By Scott Hillis
SAN FRANCISCO: Does Silicon Valley need to learn how to tell time again?
Start-up Multigig Inc. unveiled a new clock technology for microchips on an
advance that sounds mundane but which could lead to electronics that use less
power yet can do more, prompting cheaper and smaller cell phones, for example.
Analysts say the company must refine its technology if it hopes to overcome
inexpensive, entrenched timing methods.
"This is fairly advanced technology, but it will be several years before
people really start using it in ways that allow you to start counting the
revenue and dollars from it," said Stephen Ohr, a semiconductor analyst at
Gartner.
A chip's clock -- basically an oscillating electrical pulse that provides
timing to regulate a chip's functions -- is a major source of power consumption,
in some cases counting for half of a processor's energy use.
"A completely new technique hasn't been developed in decades, but we
have a completely new method," said Haris Basit, Multigig's chief operating
officer.
"It is energy efficient, so you get more processing for the same amount
of power," Basit told Reuters in an interview.

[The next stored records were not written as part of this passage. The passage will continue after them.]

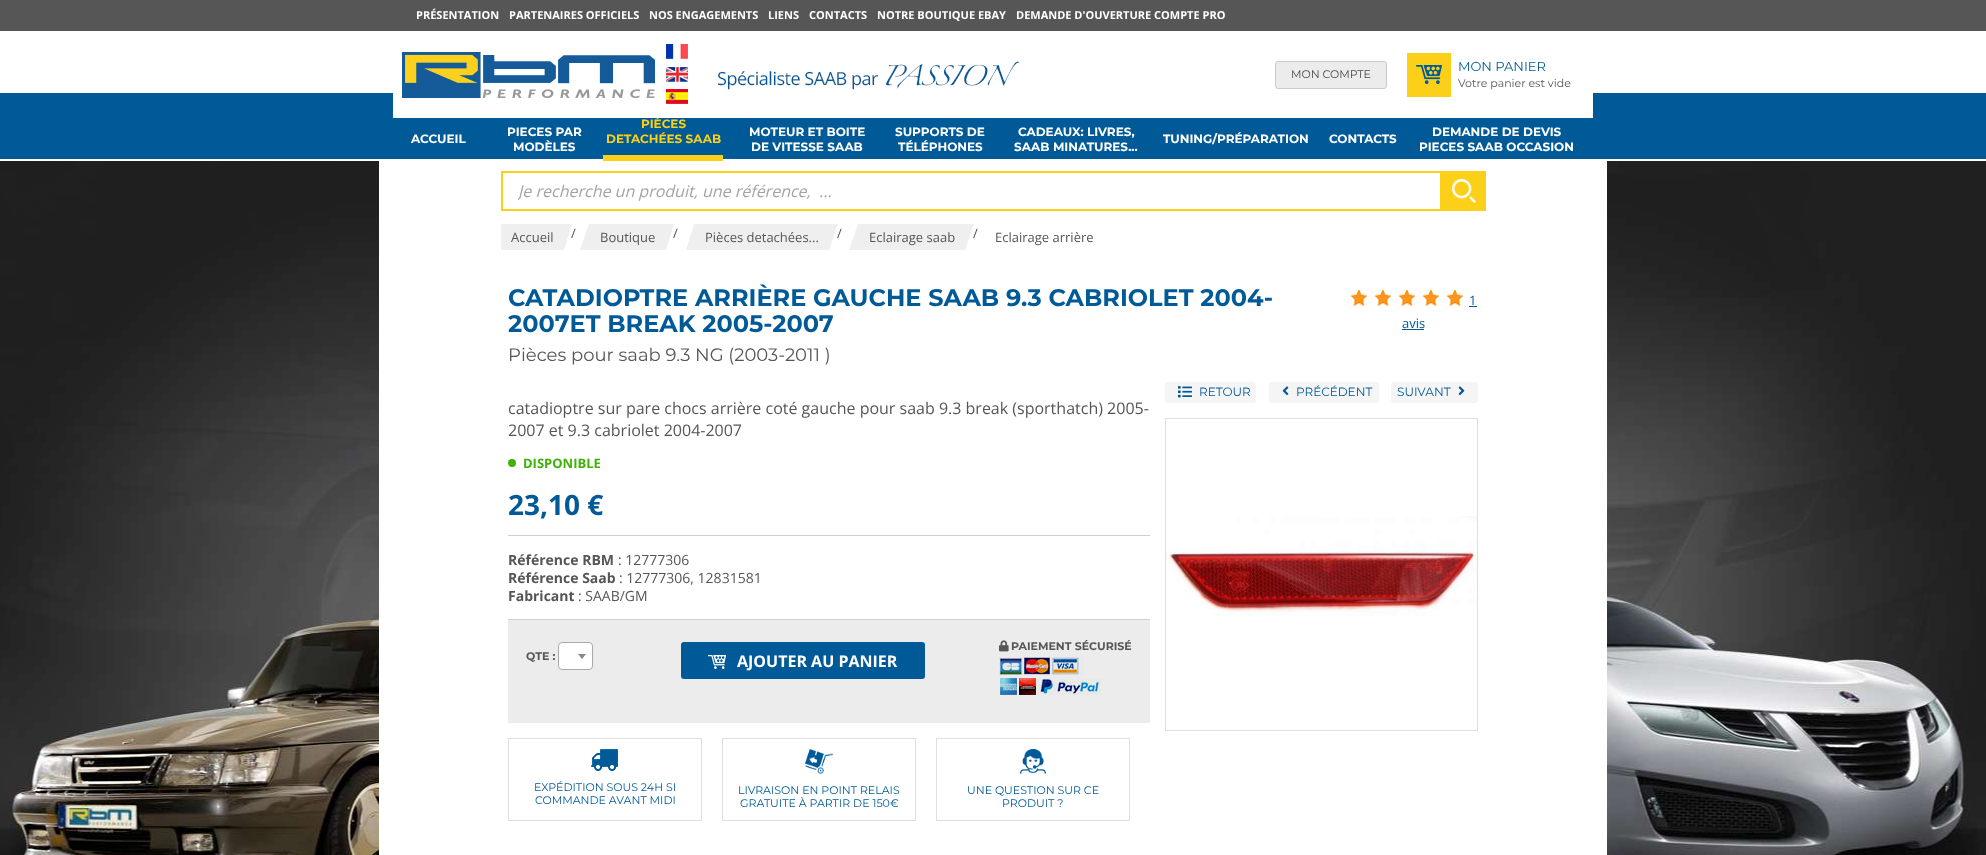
<?xml version="1.0" encoding="UTF-8"?>
<svg xmlns="http://www.w3.org/2000/svg" width="1986" height="855">
    <defs>
        <clipPath id="clip1"><rect x="518" y="180" width="907" height="22"/></clipPath>
    </defs>
    <rect width="100%" height="100%" fill="#FFFFFF"/>
    <image x="0" y="161" width="1986" height="694" href="img_01.png"/>
    <rect x="0" y="0" width="1986" height="31" fill="#565656"/>
    <text x="416" y="19" font-family="Open Sans" font-size="11" font-weight="700" fill="#FFFFFF">PRÉSENTATION</text>
    <text x="509" y="19" font-family="Open Sans" font-size="11" font-weight="700" fill="#FFFFFF">PARTENAIRES OFFICIELS</text>
    <text x="649" y="19" font-family="Open Sans" font-size="11" font-weight="700" fill="#FFFFFF">NOS ENGAGEMENTS</text>
    <text x="768" y="19" font-family="Open Sans" font-size="11" font-weight="700" fill="#FFFFFF">LIENS</text>
    <text x="809" y="19" font-family="Open Sans" font-size="11" font-weight="700" fill="#FFFFFF">CONTACTS</text>
    <text x="877" y="19" font-family="Open Sans" font-size="11" font-weight="700" fill="#FFFFFF">NOTRE BOUTIQUE EBAY</text>
    <text x="1016" y="19" font-family="Open Sans" font-size="11" font-weight="700" fill="#FFFFFF">DEMANDE D'OUVERTURE COMPTE PRO</text>
    <rect x="0" y="118" width="1986" height="41" fill="#005A97"/>
    <text x="641" y="128" font-family="Montserrat" font-size="12" font-weight="700" fill="#FCD018">PIÈCES</text>
    <rect x="0" y="93" width="1986" height="25" fill="#005A97"/>
    <rect x="393" y="93" width="1200" height="25" fill="#FFFFFF"/>
    <image x="402" y="52" width="253" height="46" href="img_02.png"/>
    <image x="666" y="44" width="22" height="15" href="img_03.png"/>
    <image x="666" y="67" width="22" height="15" href="img_04.png"/>
    <image x="666" y="89" width="22" height="15" href="img_05.png"/>
    <image x="718" y="61" width="301" height="29" href="img_06.png"/>
    <rect x="1275.5" y="61.5" width="111" height="27" rx="2.5" fill="#ECECEC" stroke="#CBCBCB"/>
    <text x="1291" y="78" font-family="Montserrat" font-size="11" fill="#4A4A4A">MON COMPTE</text>
    <rect x="1407" y="53" width="44" height="44" fill="#FCD018"/>
    <image x="1416" y="65" width="26" height="19" href="img_07.png"/>
    <text x="1458" y="71" font-family="Montserrat" font-size="13" fill="#005A97">MON PANIER</text>
    <text x="1458" y="87" font-family="Montserrat" font-size="11" fill="#565656">Votre panier est vide</text>
    <text x="411" y="143" font-family="Montserrat" font-size="12" font-weight="700" fill="#FFFFFF">ACCUEIL</text>
    <text x="507" y="136" font-family="Montserrat" font-size="12" font-weight="700" fill="#FFFFFF">PIECES PAR</text>
    <text x="513" y="151" font-family="Montserrat" font-size="12" font-weight="700" fill="#FFFFFF">MODÈLES</text>
    <text x="606" y="143" font-family="Montserrat" font-size="12" font-weight="700" fill="#FCD018">DETACHÉES SAAB</text>
    <rect x="603" y="155" width="120" height="6" fill="#FCD018"/>
    <text x="749" y="136" font-family="Montserrat" font-size="12" font-weight="700" fill="#FFFFFF">MOTEUR ET BOITE</text>
    <text x="751" y="151" font-family="Montserrat" font-size="12" font-weight="700" fill="#FFFFFF">DE VITESSE SAAB</text>
    <text x="895" y="136" font-family="Montserrat" font-size="12" font-weight="700" fill="#FFFFFF">SUPPORTS DE</text>
    <text x="898" y="151" font-family="Montserrat" font-size="12" font-weight="700" fill="#FFFFFF">TÉLÉPHONES</text>
    <text x="1018" y="136" font-family="Montserrat" font-size="12" font-weight="700" fill="#FFFFFF">CADEAUX: LIVRES,</text>
    <text x="1014" y="151" font-family="Montserrat" font-size="12" font-weight="700" fill="#FFFFFF">SAAB MINATURES...</text>
    <text x="1163" y="143" font-family="Montserrat" font-size="12" font-weight="700" fill="#FFFFFF">TUNING/PRÉPARATION</text>
    <text x="1329" y="143" font-family="Montserrat" font-size="12" font-weight="700" fill="#FFFFFF">CONTACTS</text>
    <text x="1432" y="136" font-family="Montserrat" font-size="12" font-weight="700" fill="#FFFFFF">DEMANDE DE DEVIS</text>
    <text x="1419" y="151" font-family="Montserrat" font-size="12" font-weight="700" fill="#FFFFFF">PIECES SAAB OCCASION</text>
    <rect x="379" y="161" width="1228" height="694" fill="#FFFFFF"/>
    <rect x="502" y="172" width="939" height="38" fill="none" stroke="#FCD018" stroke-width="2"/>
    <g clip-path="url(#clip1)">
        <text x="518" y="197" font-family="Open Sans" font-size="16" font-style="italic" fill="#A4A3A3" xml:space="preserve">Je recherche un produit, une référence,  ...</text>
    </g>
    <rect x="1442" y="171" width="44" height="40" fill="#FCD018"/>
    <image x="1452" y="179" width="24" height="24" href="img_08.png"/>
    <rect x="501" y="224" width="9" height="26" fill="#EFEFEF"/>
    <text x="571" y="238" font-family="Open Sans" font-size="13" fill="#565656">/</text>
    <path d="M 510 224 H 572 L 564 250 H 501 Z" fill="#EFEFEF"/>
    <text x="511" y="242" font-family="Open Sans" font-size="13" fill="#565656">Accueil</text>
    <text x="673" y="238" font-family="Open Sans" font-size="13" fill="#565656">/</text>
    <path d="M 589 224 H 674 L 666 250 H 580 Z" fill="#EFEFEF"/>
    <text x="600" y="242" font-family="Open Sans" font-size="13" fill="#565656">Boutique</text>
    <text x="837" y="238" font-family="Open Sans" font-size="13" fill="#565656">/</text>
    <path d="M 694 224 H 838 L 829 250 H 686 Z" fill="#EFEFEF"/>
    <text x="705" y="242" font-family="Open Sans" font-size="13" fill="#565656">Pièces detachées...</text>
    <text x="973" y="238" font-family="Open Sans" font-size="13" fill="#565656">/</text>
    <path d="M 858 224 H 974 L 965 250 H 849 Z" fill="#EFEFEF"/>
    <text x="869" y="242" font-family="Open Sans" font-size="13" fill="#565656">Eclairage saab</text>
    <text x="995" y="242" font-family="Open Sans" font-size="13" fill="#565656">Eclairage arrière</text>
    <text font-family="Montserrat" font-size="24" font-weight="700" fill="#005A97">
        <tspan x="508" y="306">CATADIOPTRE ARRIÈRE GAUCHE SAAB 9.3 CABRIOLET 2004-</tspan>
        <tspan x="508" y="332">2007ET BREAK 2005-2007</tspan>
    </text>
    <image x="1350" y="289" width="17" height="18" href="img_09.png"/>
    <image x="1374" y="289" width="17" height="18" href="img_09.png"/>
    <image x="1398" y="289" width="17" height="18" href="img_09.png"/>
    <image x="1422" y="289" width="17" height="18" href="img_09.png"/>
    <image x="1446" y="289" width="17" height="18" href="img_09.png"/>
    <text x="1469" y="305" font-family="Open Sans" font-size="13" fill="#005A97">1</text>
    <rect x="1469" y="306" width="8" height="1" fill="#005A97"/>
    <text x="1402" y="328" font-family="Open Sans" font-size="13" fill="#005A97">avis</text>
    <rect x="1402" y="329" width="22" height="1" fill="#005A97"/>
    <text x="508" y="361" font-family="Montserrat" font-size="18" fill="#565656">Pièces pour saab 9.3 NG (2003-2011 )</text>
    <rect x="1165" y="382" width="91" height="21" rx="3" fill="#F5F5F5"/>
    <image x="1178" y="386" width="14" height="12" href="img_10.png"/>
    <text x="1199" y="396" font-family="Montserrat" font-size="12" fill="#005A97">RETOUR</text>
    <rect x="1269" y="382" width="110" height="21" rx="3" fill="#F5F5F5"/>
    <image x="1282" y="386" width="7" height="10" href="img_11.png"/>
    <text x="1296" y="396" font-family="Montserrat" font-size="12" fill="#005A97">PRÉCÉDENT</text>
    <rect x="1391" y="382" width="87" height="21" rx="3" fill="#F5F5F5"/>
    <text x="1397" y="396" font-family="Montserrat" font-size="12" fill="#005A97">SUIVANT</text>
    <image x="1458" y="386" width="7" height="10" href="img_12.png"/>
    <rect x="1165.5" y="418.5" width="312" height="312" fill="none" stroke="#DFDFDF"/>
    <image x="1166" y="516" width="311" height="100" href="img_13.png"/>
    <text font-family="Open Sans" font-size="16" fill="#565656">
        <tspan x="508" y="414">catadioptre sur pare chocs arrière coté gauche pour saab 9.3 break (sporthatch) 2005-</tspan>
        <tspan x="508" y="436">2007 et 9.3 cabriolet 2004-2007</tspan>
    </text>
    <circle cx="512" cy="463" r="4" fill="#3EB206"/>
    <text x="523" y="468" font-family="Open Sans" font-size="13" font-weight="700" fill="#3EB206">DISPONIBLE</text>
    <rect x="508" y="535" width="642" height="1" fill="#CFCFCF"/>
    <text x="508" y="515" font-family="Open Sans" font-size="28" font-weight="700" fill="#005A97">23,10 €</text>
    <text x="508" y="565" font-family="Open Sans" font-size="14" font-weight="700" fill="#565656">Référence RBM</text>
    <text x="618" y="565" font-family="Open Sans" font-size="14" fill="#565656">: 12777306</text>
    <text x="508" y="583" font-family="Open Sans" font-size="14" font-weight="700" fill="#565656">Référence Saab</text>
    <text x="619" y="583" font-family="Open Sans" font-size="14" fill="#565656">: 12777306, 12831581</text>
    <text x="508" y="601" font-family="Open Sans" font-size="14" font-weight="700" fill="#565656">Fabricant</text>
    <text x="578" y="601" font-family="Open Sans" font-size="14" fill="#565656">: SAAB/GM</text>
    <rect x="508" y="620" width="642" height="103" fill="#ECECEC"/>
    <rect x="508" y="619" width="642" height="1" fill="#CFCFCF"/>
    <image x="999" y="640" width="10" height="12" href="img_14.png"/>
    <text x="1011" y="650" font-family="Montserrat" font-size="11" font-weight="700" fill="#565656">PAIEMENT SÉCURISÉ</text>
    <image x="999" y="657" width="102" height="38" href="img_15.png"/>
    <text x="526" y="660" font-family="Montserrat" font-size="11" font-weight="700" fill="#565656">QTE :</text>
    <rect x="558.5" y="642.5" width="34" height="27" rx="3.5" fill="#FFFFFF" stroke="#AAAAAA"/>
    <path d="M 578 654 H 586 L 582 659 Z" fill="#888888"/>
    <rect x="681" y="642" width="244" height="37" rx="3" fill="#005A97"/>
    <image x="708" y="655" width="18" height="14" href="img_16.png"/>
    <text x="737" y="667" font-family="Open Sans" font-size="16" font-weight="700" fill="#FFFFFF">AJOUTER AU PANIER</text>
    <rect x="508.5" y="738.5" width="193" height="82" fill="none" stroke="#DFDFDF"/>
    <image x="591" y="749" width="27" height="22" href="img_17.png"/>
    <text x="534" y="791" font-family="Montserrat" font-size="11" fill="#005A97">EXPÉDITION SOUS 24H SI</text>
    <text x="535" y="804" font-family="Montserrat" font-size="11" fill="#005A97">COMMANDE AVANT MIDI</text>
    <rect x="722.5" y="738.5" width="193" height="82" fill="none" stroke="#DFDFDF"/>
    <image x="805" y="749" width="28" height="25" href="img_18.png"/>
    <text x="738" y="794" font-family="Montserrat" font-size="11" fill="#005A97">LIVRAISON EN POINT RELAIS</text>
    <text x="740" y="807" font-family="Montserrat" font-size="11" fill="#005A97">GRATUITE À PARTIR DE 150€</text>
    <rect x="936.5" y="738.5" width="193" height="82" fill="none" stroke="#DFDFDF"/>
    <image x="1020" y="749" width="26" height="25" href="img_19.png"/>
    <text x="967" y="794" font-family="Montserrat" font-size="11" fill="#005A97">UNE QUESTION SUR CE</text>
    <text x="1002" y="807" font-family="Montserrat" font-size="11" fill="#005A97">PRODUIT ?</text>
</svg>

Multigig is jumping into the semiconductor market just as attention on
performance is swinging from raw speed numbers to power efficiency, and it
claims its technology uses almost 90 percent less power than current products.
The shift is more than academic: Advanced Micro Devices Inc. has been
grabbing share from Intel Corp. in the market for PC microprocessors, thanks in
part to its more efficient chips.
With annual global chip production running in the tens of billions a year,
Multigig could find itself sitting pretty if it can prove its clocking method
works as advertised.
"It's a radically different way of doing things. I don't know if it's a
revolution, but it's radically different," said Will Strauss, principal
analyst at Forward Concepts, a market research firm.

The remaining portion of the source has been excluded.